Desesperança

Eder Brito

18 de janeiro de 2017 | 19h08

O sujeito faz uma campanha bonita, consegue sensibilizar uma cidade inteira, angaria o voto de confiança de todo um município. Toma posse, senta na cadeira de Prefeito e no seu primeiro ato, decide entregar as chaves da cidade…. para Jesus Cristo. O Decreto, publicado em Diário Oficial, declara que a cidade pertence a Deus e que todos os setores da Prefeitura estarão sobre a cobertura do “altíssimo”. Caso verídico, ocorrido em Guanambi, na Bahia.

 

Outro sujeito chega ao segundo mandato como vereador, em uma das maiores cidades do Estado de São Paulo.
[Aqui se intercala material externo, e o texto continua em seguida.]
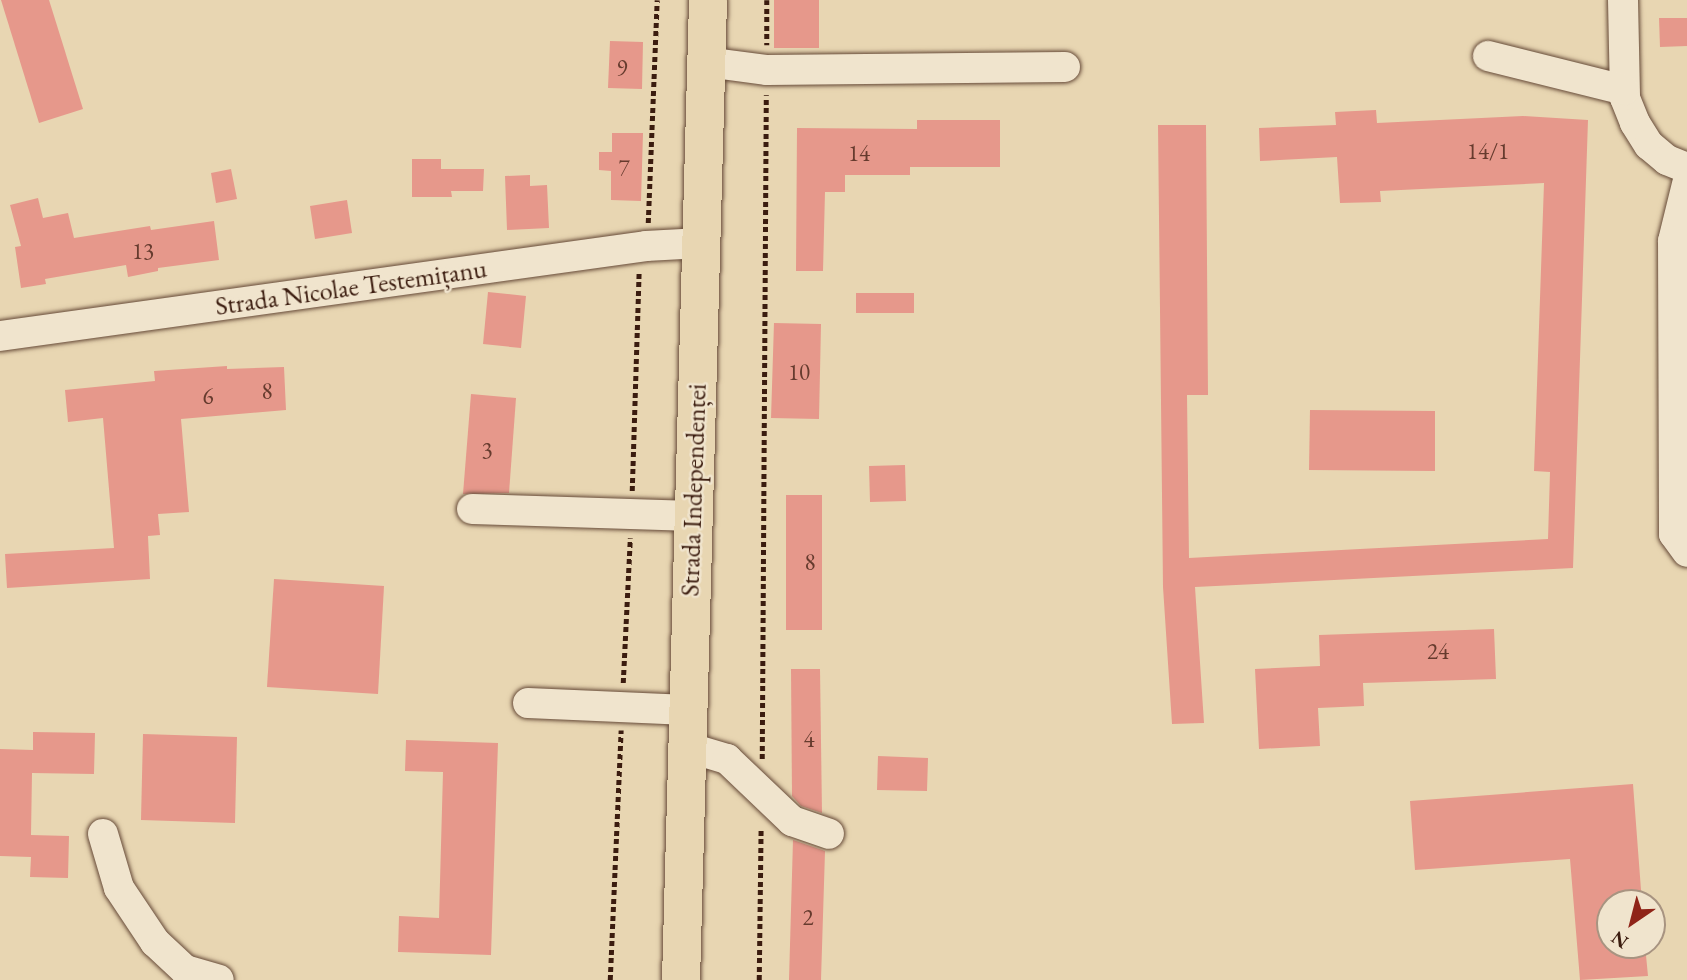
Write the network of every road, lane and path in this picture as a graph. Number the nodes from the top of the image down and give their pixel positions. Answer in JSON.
{"nodes":[{"id":1,"x":708,"y":0,"type":"edge"},
{"id":2,"x":767,"y":0,"type":"edge"},
{"id":3,"x":1623,"y":0,"type":"edge"},
{"id":4,"x":1488,"y":56,"type":"dead end"},
{"id":5,"x":706,"y":62,"type":"junction"},
{"id":6,"x":1065,"y":67,"type":"dead end"},
{"id":7,"x":767,"y":70,"type":"junction"},
{"id":8,"x":1624,"y":90,"type":"junction"},
{"id":9,"x":1687,"y":168,"type":"edge"},
{"id":10,"x":1687,"y":184,"type":"edge"},
{"id":11,"x":701,"y":243,"type":"junction"},
{"id":12,"x":0,"y":336,"type":"edge"},
{"id":13,"x":472,"y":509,"type":"dead end"},
{"id":14,"x":694,"y":516,"type":"junction"},
{"id":15,"x":1687,"y":552,"type":"edge"},
{"id":16,"x":528,"y":703,"type":"dead end"},
{"id":17,"x":688,"y":710,"type":"junction"},
{"id":18,"x":687,"y":747,"type":"junction"},
{"id":19,"x":762,"y":792,"type":"junction"},
{"id":20,"x":103,"y":834,"type":"dead end"},
{"id":21,"x":829,"y":834,"type":"dead end"},
{"id":22,"x":219,"y":980,"type":"edge"},
{"id":23,"x":681,"y":980,"type":"edge"},
{"id":24,"x":759,"y":980,"type":"edge"}],
"edges":[{"from":1,"to":5,"type":"main road","name":"Strada Independenței"},
{"from":2,"to":7,"type":"path"},
{"from":3,"to":8,"type":"street"},
{"from":4,"to":8,"type":"street"},
{"from":5,"to":7,"type":"street"},
{"from":5,"to":11,"type":"main road","name":"Strada Independenței"},
{"from":6,"to":7,"type":"street"},
{"from":7,"to":19,"type":"path"},
{"from":8,"to":9,"type":"street"},
{"from":10,"to":15,"type":"street"},
{"from":11,"to":12,"type":"street","name":"Strada Nicolae Testemițanu"},
{"from":11,"to":14,"type":"main road","name":"Strada Independenței"},
{"from":13,"to":14,"type":"street"},
{"from":14,"to":17,"type":"main road","name":"Strada Independenței"},
{"from":16,"to":17,"type":"street"},
{"from":17,"to":18,"type":"main road","name":"Strada Independenței"},
{"from":18,"to":19,"type":"street"},
{"from":18,"to":23,"type":"main road","name":"Strada Independenței"},
{"from":19,"to":21,"type":"street"},
{"from":19,"to":24,"type":"path"},
{"from":20,"to":22,"type":"street"}]}
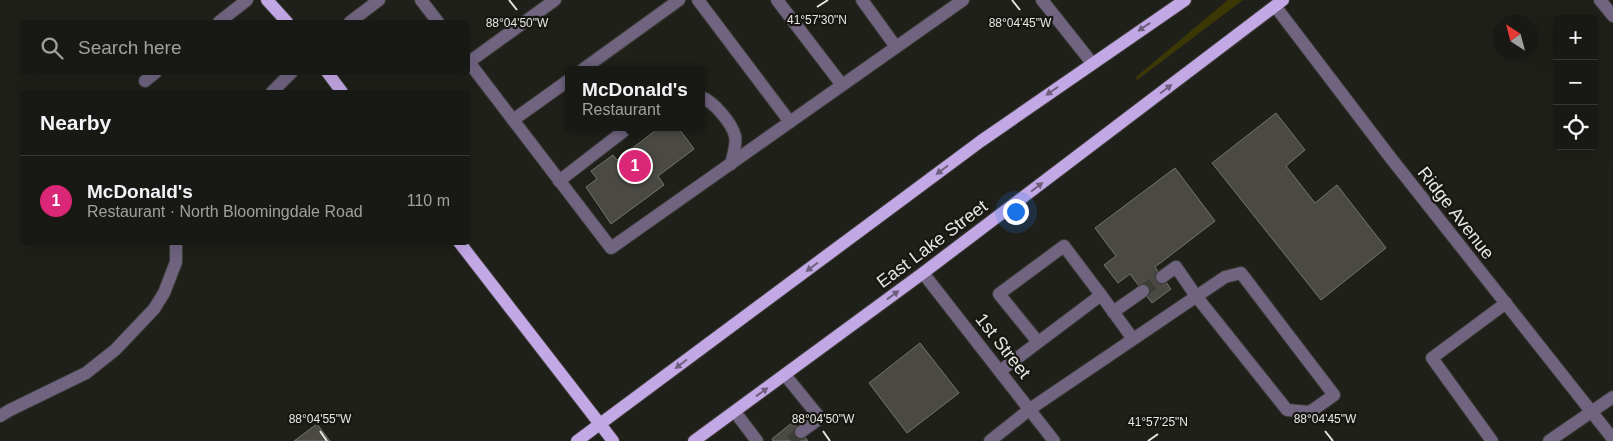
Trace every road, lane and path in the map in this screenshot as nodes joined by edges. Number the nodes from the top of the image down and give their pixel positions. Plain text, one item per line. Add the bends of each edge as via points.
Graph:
1 (247, 0) edge
2 (267, 0) edge
3 (379, 0) edge
4 (421, 0) edge
5 (555, 0) edge
6 (680, 0) edge
7 (698, 0) edge
8 (777, 0) edge
9 (862, 0) edge
10 (964, 0) edge
11 (1042, 0) edge
12 (1185, 0) edge
13 (1600, 0) edge
14 (1278, 2) edge
15 (1613, 16) edge
16 (222, 20) edge
17 (285, 20) edge
18 (353, 20) edge
19 (436, 20) edge
20 (896, 47) junction
21 (470, 61) edge
22 (1092, 63) junction
23 (470, 65) edge
24 (588, 66) edge
25 (152, 75) edge
26 (289, 75) edge
27 (329, 75) edge
28 (145, 81) dead end
29 (565, 83) edge
30 (842, 85) junction
31 (274, 90) edge
32 (340, 90) edge
33 (705, 99) edge
34 (513, 120) junction
35 (790, 122) junction
36 (624, 131) edge
37 (731, 164) junction
38 (559, 181) junction
39 (176, 245) edge
40 (460, 245) edge
41 (923, 273) junction
42 (1162, 277) tunnel mouth
43 (1143, 291) tunnel mouth
44 (1101, 295) junction
45 (1196, 296) junction
46 (1506, 303) junction
47 (1113, 312) junction
48 (1133, 340) junction
49 (1038, 342) junction
50 (1000, 371) junction
51 (785, 375) junction
52 (1613, 397) edge
53 (1030, 410) junction
54 (735, 412) junction
55 (1592, 412) junction
56 (0, 416) edge
57 (600, 424) junction
58 (801, 432) tunnel mouth
59 (1613, 438) edge
60 (577, 441) edge
61 (613, 441) edge
62 (694, 441) edge
63 (757, 441) edge
64 (990, 441) edge
65 (1054, 441) edge
66 (1492, 441) edge
67 (1549, 441) edge

1 - 16 street
2 - 17 main road
3 - 18 street
4 - 19 street
5 - 21 street
6 - 24 street
7 - 35 street
8 - 30 street
9 - 20 street
10 - 20 street
11 - 22 street
12 -> 22 main road
13 - 15 street
41 -> 14 main road, East Lake Street
14 - 46 street, Ridge Avenue via 1390,157
20 - 30 street
22 -> 57 main road via 981,141
23 - 34 street
25 - 28 street
26 - 31 street
27 - 32 main road
29 - 34 street
30 - 35 street
33 - 37 street via 725,117 736,136
34 - 38 street
35 - 37 street
36 - 38 street
37 - 38 street via 611,248
39 - 56 street via 176,262 164,293 154,309 115,350 86,373
40 - 57 main road
41 - 50 street, 1st Street
51 -> 41 main road, East Lake Street
42 - 45 street via 1176,267
43 - 47 street
44 - 47 street
44 - 49 street
44 - 49 street via 1064,246 999,294
45 - 45 street via 1225,277 1241,273 1334,395 1310,412 1287,410
45 - 48 street
46 - 55 street, Ridge Avenue
46 - 66 street via 1432,358
47 - 48 street
48 - 53 street
49 - 50 street
50 - 53 street, 1st Street
54 -> 51 main road, East Lake Street
51 - 58 street via 820,418
52 - 55 street
53 - 64 street
53 - 65 street, 1st Street
54 - 62 main road, East Lake Street
54 - 63 street
55 - 59 street, Ridge Avenue
55 - 67 street
57 - 60 main road
57 - 61 main road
Assume a presidência da Câmara Municipal e inicia o uso do cargo editando um Manual de Etiqueta que deverá ser seguido por todos os servidores do Legislativo. O documento determina padrões para roupas, maquiagem, comportamento. Inclui detalhes de maquiagem, acessórios, tipo de salto para sapatos femininos, cores de meia para os homens e até orientações para o aperto de mão ideal. Determina que as mulheres precisam tomar cuidado com rendas, babados e escolher esmaltes e batom em tons claros. Sacramenta que ninguém pode exibir o colo e as costas. O ano é 2017 e a cidade é São Bernardo do Campo, logo ali, no Brasil.

 

Ainda na Grande São Paulo, um sujeito eleito por quase 80% dos moradores de Embu das Artes é preso antes de tomar posse. Ele é acusado de ser um dos responsáveis por lavagem do dinheiro do tráfico de drogas do PCC, aquela mesma facção que vem comandando uma das piores crises na história do sistema carcerário brasileiro. Ali perto, em Osasco, 2/3 dos vereadores também foi parar na cadeia, acusados de organizarem um esquema criminoso e estelionatário, com funcionários fantasmas, desviando dinheiro dos cofres públicos. O Prefeito Eleito também estava na turma.

 

Voltando à Bahia, Messias Aguiar foi o segundo vereador mais votado em Ubaitaba. Segundo a Secretaria de Segurança Pública daquele Estado, a campanha foi financiada pelo tráfico de drogas. Ele foi preso um dia depois das eleições, mas tomou posse, algemado, em janeiro. Durante a posse, foi recebido como vítima por uma multidão que o julga inocente e que gritava “eu, eu, eu, Messias apareceu”. Em Foz do Iguaçu-PR, o Ministério Público Federal acusa cinco vereadores de receberem um “mensalinho” em troca de apoio político. Foram presos. Mesmo assim foram reeleitos, mesmo assim tomaram posse. Só não estão recebendo salário porque o Tribunal de Contas do Paraná produziu uma decisão apontando que vereador preso não pode receber salário. Óbvio e triste.

 

Infelizmente devo comunicar que eu não tenho espaço para reunir todos os exemplos de baixa qualidade intelectual, criminalidade ou imoralidade da gestão municipal no Brasil. Esse texto tem um certo limite de caracteres. E só estamos analisando os últimos três meses, desde que foram finalizadas as eleições até agora. E só estamos olhando para municípios, sem tocar em quaisquer assuntos do Governo Federal, nem da crise financeira dos Estados. E nem estamos analisando os pormenores das ações “estratégicas” de “prefeitos-gestores-não-políticos” que estão ajudando a desconstruir ainda mais as possibilidades de crença no exercício da boa política. Eu era otimista. Não sou mais. Talvez o Prefeito de Guanambi esteja certo, no fim das contas. Mais um pouquinho de religião em mim e eu também entregaria tudo nas mãos de Deus.